▶ Problem description
Find the lines below that include the word "hatch" and state how many there are, adding nothing.

▶ Data to use
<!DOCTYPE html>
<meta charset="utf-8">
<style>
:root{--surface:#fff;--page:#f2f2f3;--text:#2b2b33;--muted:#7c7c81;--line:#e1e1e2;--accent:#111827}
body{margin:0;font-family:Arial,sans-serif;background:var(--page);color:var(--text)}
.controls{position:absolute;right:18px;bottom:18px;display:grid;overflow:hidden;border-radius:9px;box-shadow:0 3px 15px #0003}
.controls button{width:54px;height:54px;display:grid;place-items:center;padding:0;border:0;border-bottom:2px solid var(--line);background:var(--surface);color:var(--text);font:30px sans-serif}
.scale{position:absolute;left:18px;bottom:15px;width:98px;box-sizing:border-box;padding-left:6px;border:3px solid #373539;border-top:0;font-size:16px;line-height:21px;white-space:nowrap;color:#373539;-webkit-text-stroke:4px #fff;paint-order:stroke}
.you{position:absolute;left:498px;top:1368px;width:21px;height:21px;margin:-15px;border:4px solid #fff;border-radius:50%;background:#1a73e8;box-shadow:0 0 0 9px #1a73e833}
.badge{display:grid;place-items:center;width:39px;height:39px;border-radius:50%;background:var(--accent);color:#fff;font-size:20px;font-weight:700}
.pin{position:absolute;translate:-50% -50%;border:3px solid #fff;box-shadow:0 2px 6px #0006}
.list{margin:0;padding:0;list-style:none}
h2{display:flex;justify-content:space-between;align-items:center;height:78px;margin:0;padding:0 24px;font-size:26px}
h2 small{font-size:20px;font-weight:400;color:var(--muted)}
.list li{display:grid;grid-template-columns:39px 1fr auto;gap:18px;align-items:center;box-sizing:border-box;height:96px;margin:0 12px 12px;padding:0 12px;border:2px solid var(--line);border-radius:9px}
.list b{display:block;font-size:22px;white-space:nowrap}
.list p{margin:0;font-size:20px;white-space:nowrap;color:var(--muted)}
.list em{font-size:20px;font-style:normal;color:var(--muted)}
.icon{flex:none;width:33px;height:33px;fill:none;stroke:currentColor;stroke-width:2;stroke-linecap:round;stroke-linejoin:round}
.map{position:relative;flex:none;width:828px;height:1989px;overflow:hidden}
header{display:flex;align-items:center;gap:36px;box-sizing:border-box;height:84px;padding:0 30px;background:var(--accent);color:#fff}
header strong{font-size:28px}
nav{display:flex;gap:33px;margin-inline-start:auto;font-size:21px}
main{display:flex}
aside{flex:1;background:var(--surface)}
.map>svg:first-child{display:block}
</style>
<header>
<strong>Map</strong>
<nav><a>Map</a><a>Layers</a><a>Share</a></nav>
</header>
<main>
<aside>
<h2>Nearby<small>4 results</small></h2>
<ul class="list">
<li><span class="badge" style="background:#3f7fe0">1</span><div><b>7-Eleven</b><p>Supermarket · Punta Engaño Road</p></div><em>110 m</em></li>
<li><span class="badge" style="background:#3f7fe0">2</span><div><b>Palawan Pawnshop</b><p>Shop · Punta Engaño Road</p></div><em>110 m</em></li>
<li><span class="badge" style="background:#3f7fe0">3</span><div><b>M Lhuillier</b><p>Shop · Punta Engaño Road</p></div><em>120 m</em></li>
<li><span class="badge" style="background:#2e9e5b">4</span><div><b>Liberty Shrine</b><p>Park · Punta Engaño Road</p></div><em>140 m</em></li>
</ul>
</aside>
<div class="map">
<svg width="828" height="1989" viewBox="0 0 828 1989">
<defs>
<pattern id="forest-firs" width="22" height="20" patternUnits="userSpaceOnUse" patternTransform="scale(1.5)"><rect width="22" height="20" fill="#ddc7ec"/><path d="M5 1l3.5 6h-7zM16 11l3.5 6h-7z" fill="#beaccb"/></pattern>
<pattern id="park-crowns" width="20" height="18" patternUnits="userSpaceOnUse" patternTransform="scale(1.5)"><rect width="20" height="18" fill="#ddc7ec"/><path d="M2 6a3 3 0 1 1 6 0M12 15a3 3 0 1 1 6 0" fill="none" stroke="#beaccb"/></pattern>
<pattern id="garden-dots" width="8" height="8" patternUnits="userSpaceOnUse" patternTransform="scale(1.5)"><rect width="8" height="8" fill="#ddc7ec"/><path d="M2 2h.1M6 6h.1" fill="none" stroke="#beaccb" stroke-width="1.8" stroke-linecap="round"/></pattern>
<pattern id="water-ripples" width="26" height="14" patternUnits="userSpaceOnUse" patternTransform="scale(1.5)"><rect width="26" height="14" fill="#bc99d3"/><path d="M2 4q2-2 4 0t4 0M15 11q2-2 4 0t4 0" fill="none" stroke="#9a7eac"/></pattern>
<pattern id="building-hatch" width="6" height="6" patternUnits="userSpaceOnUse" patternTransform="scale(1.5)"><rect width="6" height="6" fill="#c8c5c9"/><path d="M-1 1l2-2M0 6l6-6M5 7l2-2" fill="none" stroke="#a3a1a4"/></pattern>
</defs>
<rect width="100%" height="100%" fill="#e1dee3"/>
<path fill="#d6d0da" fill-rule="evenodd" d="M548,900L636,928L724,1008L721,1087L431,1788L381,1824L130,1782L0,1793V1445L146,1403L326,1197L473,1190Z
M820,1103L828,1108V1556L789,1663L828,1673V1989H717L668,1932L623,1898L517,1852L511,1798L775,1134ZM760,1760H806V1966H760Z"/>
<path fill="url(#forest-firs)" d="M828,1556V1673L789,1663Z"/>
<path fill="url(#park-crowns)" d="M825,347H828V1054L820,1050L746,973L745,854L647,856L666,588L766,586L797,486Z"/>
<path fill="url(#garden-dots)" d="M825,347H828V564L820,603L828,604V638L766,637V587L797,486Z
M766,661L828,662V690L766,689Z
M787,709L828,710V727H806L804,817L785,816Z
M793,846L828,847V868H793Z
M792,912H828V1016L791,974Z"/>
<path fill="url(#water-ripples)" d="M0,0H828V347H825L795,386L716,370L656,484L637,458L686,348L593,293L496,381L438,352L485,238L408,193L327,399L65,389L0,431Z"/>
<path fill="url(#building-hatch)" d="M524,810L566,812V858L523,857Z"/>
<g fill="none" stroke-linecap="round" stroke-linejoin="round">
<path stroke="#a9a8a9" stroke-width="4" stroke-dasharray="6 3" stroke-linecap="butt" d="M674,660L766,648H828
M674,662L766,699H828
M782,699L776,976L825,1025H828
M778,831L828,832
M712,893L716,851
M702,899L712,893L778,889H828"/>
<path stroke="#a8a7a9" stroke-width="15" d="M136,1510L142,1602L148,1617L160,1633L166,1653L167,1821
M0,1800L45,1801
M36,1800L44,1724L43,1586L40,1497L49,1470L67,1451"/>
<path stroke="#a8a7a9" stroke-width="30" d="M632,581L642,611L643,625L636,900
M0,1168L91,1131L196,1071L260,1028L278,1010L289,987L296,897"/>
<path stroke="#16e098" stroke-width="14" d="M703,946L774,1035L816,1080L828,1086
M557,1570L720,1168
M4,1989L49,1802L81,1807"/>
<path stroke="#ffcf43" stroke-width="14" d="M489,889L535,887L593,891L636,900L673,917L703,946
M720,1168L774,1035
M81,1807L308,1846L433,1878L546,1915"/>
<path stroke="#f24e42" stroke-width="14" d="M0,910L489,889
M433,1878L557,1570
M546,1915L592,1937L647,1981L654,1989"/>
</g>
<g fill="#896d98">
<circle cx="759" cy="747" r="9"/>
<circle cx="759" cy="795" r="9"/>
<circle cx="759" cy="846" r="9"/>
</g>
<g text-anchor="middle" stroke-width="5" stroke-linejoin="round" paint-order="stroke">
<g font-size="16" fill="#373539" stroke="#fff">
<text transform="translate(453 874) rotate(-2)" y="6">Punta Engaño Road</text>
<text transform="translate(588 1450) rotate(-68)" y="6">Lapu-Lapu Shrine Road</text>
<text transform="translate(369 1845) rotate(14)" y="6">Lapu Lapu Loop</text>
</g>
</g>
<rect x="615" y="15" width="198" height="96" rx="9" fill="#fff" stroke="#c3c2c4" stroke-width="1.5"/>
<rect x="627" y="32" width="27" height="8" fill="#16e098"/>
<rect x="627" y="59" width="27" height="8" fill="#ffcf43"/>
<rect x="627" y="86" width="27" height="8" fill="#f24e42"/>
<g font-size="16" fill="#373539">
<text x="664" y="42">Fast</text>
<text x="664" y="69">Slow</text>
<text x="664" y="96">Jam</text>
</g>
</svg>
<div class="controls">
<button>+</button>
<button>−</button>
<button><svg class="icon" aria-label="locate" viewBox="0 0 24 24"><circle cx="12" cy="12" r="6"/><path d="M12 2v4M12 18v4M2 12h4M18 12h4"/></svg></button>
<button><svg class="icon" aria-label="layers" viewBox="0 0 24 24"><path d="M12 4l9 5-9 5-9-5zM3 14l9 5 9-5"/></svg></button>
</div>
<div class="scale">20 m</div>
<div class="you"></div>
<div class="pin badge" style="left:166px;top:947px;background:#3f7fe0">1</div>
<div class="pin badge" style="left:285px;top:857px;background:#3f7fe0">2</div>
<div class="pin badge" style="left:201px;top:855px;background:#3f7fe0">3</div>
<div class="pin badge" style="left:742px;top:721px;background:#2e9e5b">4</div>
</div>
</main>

▶ Answer to the exercise
2